After all, how many Americans on a job search can easily provide their cell phone number on a job application and receive call backs even when they're not at home? Until now this wasn't possible for many people with hearing loss. With these new provisions being required for cell phones (and other communication devices) the hearing and visually impaired will have the same ability to communicate with others.
The law will give improved access for individuals with hearing or visual impairments to the following:
- Smart phonesInternet
- Web browsers on mobile phones
- Text messaging on mobile phones
- Email alerts on mobile phones
- DVD players
- Cable television guides
It will also ensure users of Internet-enabled mobile phones who wear hearing aids improved access to technology.
In addition the law requires that cable television stations provide more extensive video descriptions as well as making program guides and selection menus usable by those with vision or hearing loss.
This will allow the hearing impaired to have a richer, more real-life experience during many of these programs originally designed for people with no hearing or visual impairments.
The 21st Century Communications and Video Accessibility Act will give $10 million a year to assistive technology for the deaf and blind who meet low income criteria. This fund will help these low income disabled American buy accessible Internet and telecom stations they previously couldn't afford.

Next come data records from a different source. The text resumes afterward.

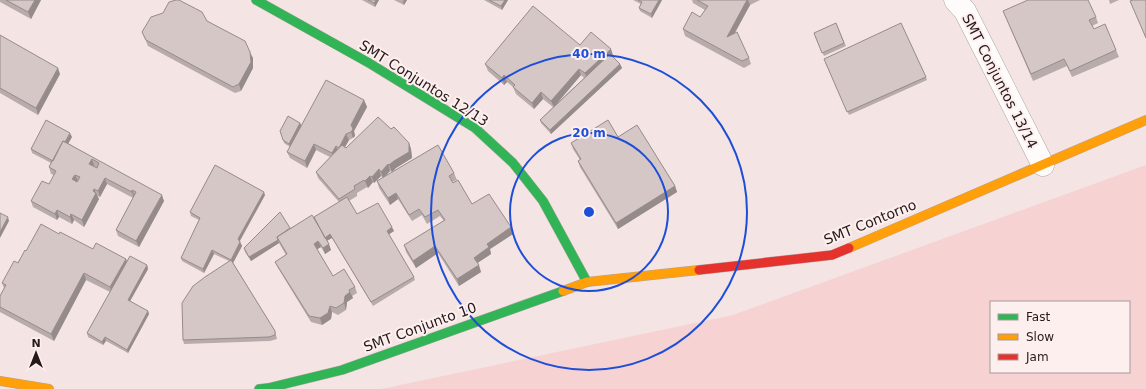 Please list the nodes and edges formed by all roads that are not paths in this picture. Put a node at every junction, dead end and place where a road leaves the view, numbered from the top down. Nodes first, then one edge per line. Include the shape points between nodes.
1 (256, 0) edge
2 (954, 0) edge
3 (1146, 120) edge
4 (1043, 165) junction
5 (587, 282) junction
6 (0, 381) edge
7 (49, 389) edge
8 (259, 389) edge

1 - 5 street, SMT Conjuntos 12/13 via 369,63 475,128 513,163 543,201
2 - 4 street, SMT Conjuntos 13/14 via 965,11
3 - 4 street, SMT Contorno
4 - 5 street, SMT Contorno via 832,255
5 - 8 street, SMT Conjunto 10 via 342,370
6 - 7 street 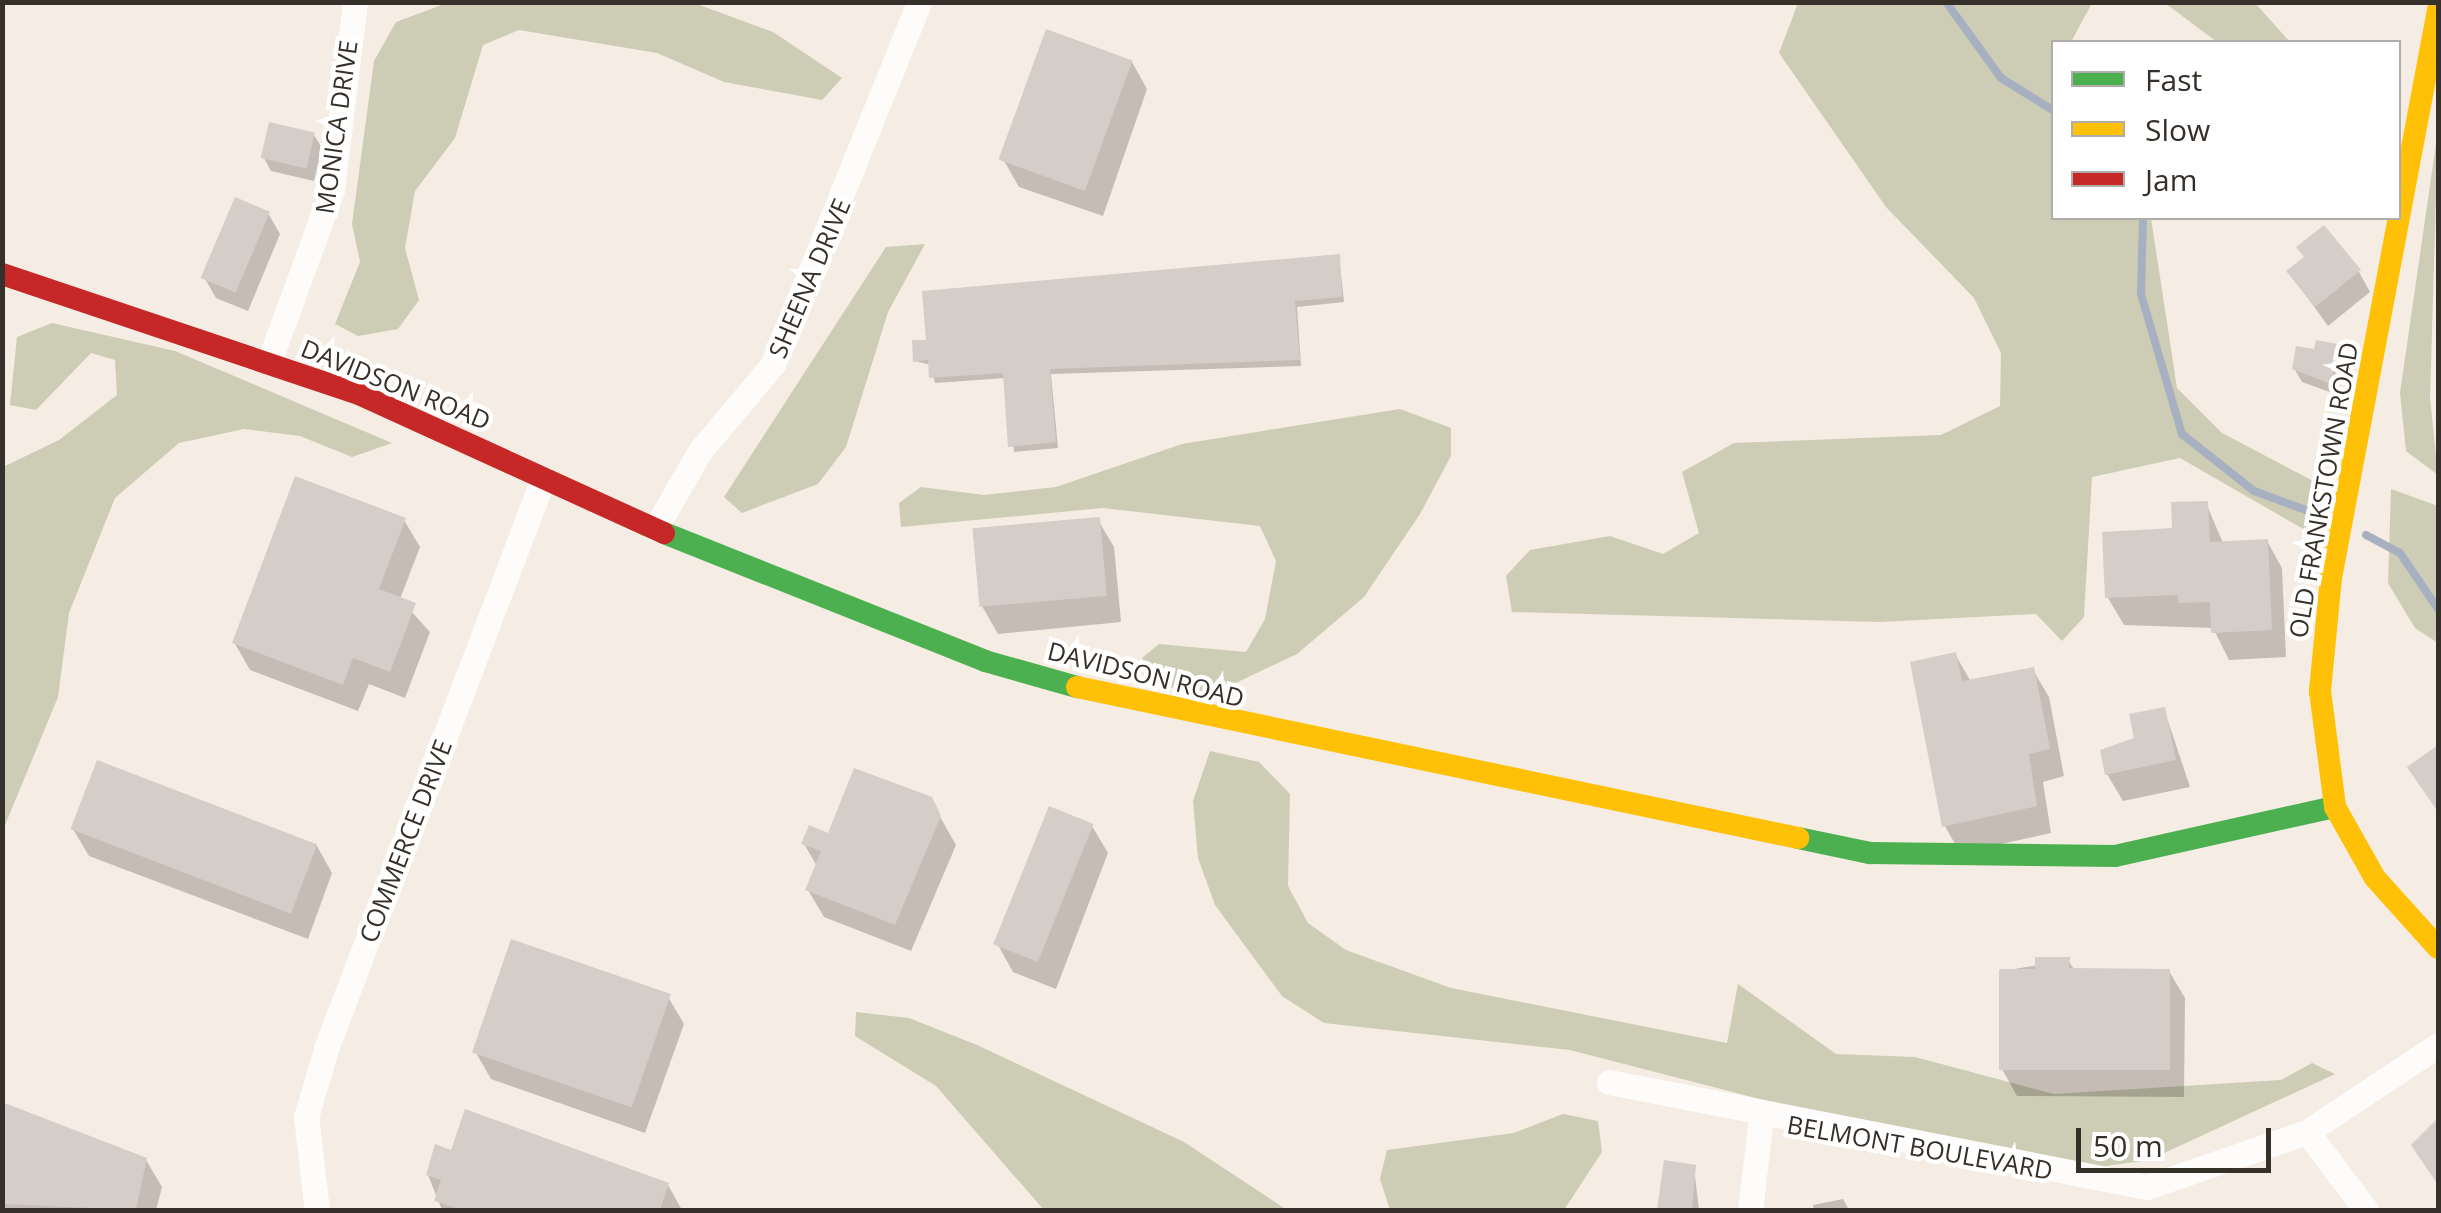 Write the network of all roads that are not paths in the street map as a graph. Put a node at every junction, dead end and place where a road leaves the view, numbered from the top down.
1 (356, 2) edge
2 (919, 2) edge
3 (2438, 10) edge
4 (2401, 206) edge
5 (2398, 220) edge
6 (2, 274) edge
7 (268, 362) junction
8 (543, 479) junction
9 (655, 529) junction
10 (2335, 806) junction
11 (2438, 948) edge
12 (2438, 1046) edge
13 (1609, 1082) dead end
14 (1761, 1118) junction
15 (2307, 1132) junction
16 (2148, 1199) edge
17 (318, 1210) edge
18 (1750, 1210) edge
19 (2366, 1210) edge

1 - 7 street, MONICA DRIVE
2 - 9 street, SHEENA DRIVE
3 - 4 street, OLD FRANKSTOWN ROAD
5 - 10 street, OLD FRANKSTOWN ROAD
6 - 7 street, DAVIDSON ROAD
7 - 8 street, DAVIDSON ROAD
8 - 9 street, DAVIDSON ROAD
8 - 17 street, COMMERCE DRIVE
9 - 10 street, DAVIDSON ROAD
10 - 11 street, OLD FRANKSTOWN ROAD
12 - 15 street, BELMONT BOULEVARD
13 - 14 street, BELMONT BOULEVARD
14 - 16 street, BELMONT BOULEVARD
14 - 18 street
15 - 16 street, BELMONT BOULEVARD
15 - 19 street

This law should allow more opportunities for the disabled in the workplace, classrooms, and everywhere else they want to go.
A Wake Up Call for Government: Hearing Loss DOES Affect Quality of Life
This law is not only a huge step in that it allows more access to vital technology for individuals previously unable due to hearing and vision disabilities, it also marks the acknowledgement by the government of the growing problem of hearing loss in the population of the United States.

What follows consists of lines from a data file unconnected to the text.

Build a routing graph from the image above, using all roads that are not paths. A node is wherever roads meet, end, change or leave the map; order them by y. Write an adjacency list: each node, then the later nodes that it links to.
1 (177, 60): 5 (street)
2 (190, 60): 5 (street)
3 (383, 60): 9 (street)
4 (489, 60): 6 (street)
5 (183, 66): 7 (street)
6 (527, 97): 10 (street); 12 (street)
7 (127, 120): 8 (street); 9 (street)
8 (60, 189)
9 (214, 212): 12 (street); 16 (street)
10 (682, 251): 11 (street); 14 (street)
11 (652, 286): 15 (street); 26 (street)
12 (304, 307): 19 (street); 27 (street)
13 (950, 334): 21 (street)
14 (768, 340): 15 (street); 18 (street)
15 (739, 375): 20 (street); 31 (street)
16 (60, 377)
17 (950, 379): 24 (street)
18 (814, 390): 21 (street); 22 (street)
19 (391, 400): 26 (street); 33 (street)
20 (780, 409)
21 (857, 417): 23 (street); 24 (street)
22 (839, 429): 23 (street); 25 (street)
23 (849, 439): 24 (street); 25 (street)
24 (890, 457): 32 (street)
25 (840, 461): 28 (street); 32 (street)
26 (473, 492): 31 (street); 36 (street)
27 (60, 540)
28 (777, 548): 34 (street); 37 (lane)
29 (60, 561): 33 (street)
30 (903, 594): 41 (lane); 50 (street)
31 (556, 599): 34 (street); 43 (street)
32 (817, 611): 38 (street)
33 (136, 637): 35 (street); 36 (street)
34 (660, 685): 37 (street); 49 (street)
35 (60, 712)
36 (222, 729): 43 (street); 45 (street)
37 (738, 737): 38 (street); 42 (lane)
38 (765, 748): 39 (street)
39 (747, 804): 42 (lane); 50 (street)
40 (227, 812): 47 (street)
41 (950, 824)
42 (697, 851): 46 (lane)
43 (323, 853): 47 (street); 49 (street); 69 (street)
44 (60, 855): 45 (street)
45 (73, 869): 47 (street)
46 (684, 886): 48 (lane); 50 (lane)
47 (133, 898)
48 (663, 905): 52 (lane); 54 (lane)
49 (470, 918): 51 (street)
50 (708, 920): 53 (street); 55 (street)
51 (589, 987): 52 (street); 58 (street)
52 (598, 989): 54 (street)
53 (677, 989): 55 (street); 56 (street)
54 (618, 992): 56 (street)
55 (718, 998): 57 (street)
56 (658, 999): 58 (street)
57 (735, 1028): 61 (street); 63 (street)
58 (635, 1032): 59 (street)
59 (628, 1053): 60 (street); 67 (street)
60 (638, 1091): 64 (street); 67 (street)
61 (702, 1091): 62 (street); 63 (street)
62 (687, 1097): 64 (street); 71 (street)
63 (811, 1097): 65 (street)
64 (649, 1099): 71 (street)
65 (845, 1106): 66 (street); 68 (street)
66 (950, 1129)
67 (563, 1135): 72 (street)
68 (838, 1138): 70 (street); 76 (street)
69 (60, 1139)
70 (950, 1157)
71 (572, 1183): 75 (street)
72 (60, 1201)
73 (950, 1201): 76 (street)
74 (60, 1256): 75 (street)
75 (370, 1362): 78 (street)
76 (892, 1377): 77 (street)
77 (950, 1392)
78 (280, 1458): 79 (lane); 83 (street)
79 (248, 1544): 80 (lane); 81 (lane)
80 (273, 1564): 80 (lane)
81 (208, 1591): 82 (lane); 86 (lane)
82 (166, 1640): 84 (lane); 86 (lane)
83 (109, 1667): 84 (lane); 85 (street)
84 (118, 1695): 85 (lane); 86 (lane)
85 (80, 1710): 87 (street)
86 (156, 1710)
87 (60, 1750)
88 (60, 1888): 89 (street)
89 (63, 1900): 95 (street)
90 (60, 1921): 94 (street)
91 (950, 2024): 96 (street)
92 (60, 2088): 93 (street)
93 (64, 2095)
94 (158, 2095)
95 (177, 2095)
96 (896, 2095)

Up until now it's seemed that the government has turned a blind eye (no pun intended) to the hearing loss problem in this country. Hearing loss is the third leading health problem amongst senior citizens. Yet despite this, Medicare, one of the main providers of all seniors health care, doesn't provide compensation or coverage for hearing aids.
Disabled Americans to Enjoy Better Communication in the Communication Age
But now that the tide has begun to change it's hopeful that many of the previously inaccessible parts of the world everyone else has enjoyed for years is finally opening up to the hearing and visually impaired.
The Internet is not only a source of income for many today (from finding a new job to selling a rare coin on eBay) it is a vital place for communication and connection both professionally and socially.
Many Americans without disabilities have grown very accustomed to using these tools in daily life. They couldn't possibly imagine not having Facebook, Twitter or their emails to connect with others.
Social marketing is raved about as the new way to market your business as well as connect with old friends and family living thousands of miles away. But sadly those with hearing or visual disabilities have been unintentionally denied access to this important form of communication. Not any more!
The 21st Century Communications and Video Accessibility Act is sure to prove to be the greatest step towards equal rights for those with disabilities in the last few decades.
Now those formerly left out in the cold, can join the millions worldwide using these technologies to better their lives in immeasurable ways. Coming in the month of National Disability Awareness this law couldn't come at a better time for anyone with a hearing or visual disability.